Nothing but the lines from the one containing "thumb ip: (573, 172)" to the end of the records below should be output, each exactly as written.

#####

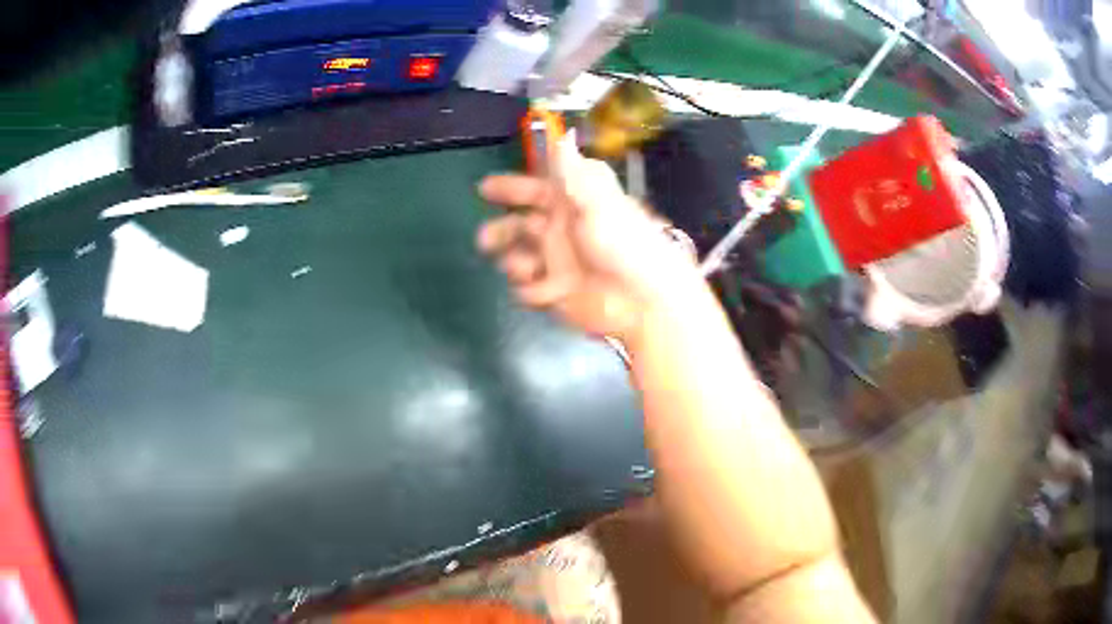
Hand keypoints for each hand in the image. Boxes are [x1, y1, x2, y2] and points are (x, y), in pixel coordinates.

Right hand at [477, 140, 702, 340]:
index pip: (534, 190)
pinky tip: (544, 292)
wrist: (643, 301)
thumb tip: (563, 134)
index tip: (484, 189)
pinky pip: (528, 290)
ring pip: (518, 258)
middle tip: (485, 240)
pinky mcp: (557, 294)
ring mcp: (557, 264)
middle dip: (500, 231)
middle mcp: (561, 232)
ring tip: (524, 268)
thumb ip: (573, 172)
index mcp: (572, 205)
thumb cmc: (623, 244)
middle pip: (519, 226)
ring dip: (513, 261)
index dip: (510, 188)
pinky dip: (530, 291)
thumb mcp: (598, 201)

#####

RESPONSE TO THIS EXERCISE:
thumb ip: (573, 172)
index mcp: (572, 205)
thumb cmc: (623, 244)
middle pip: (519, 226)
ring dip: (513, 261)
index dip: (510, 188)
pinky dip: (530, 291)
thumb mcp: (598, 201)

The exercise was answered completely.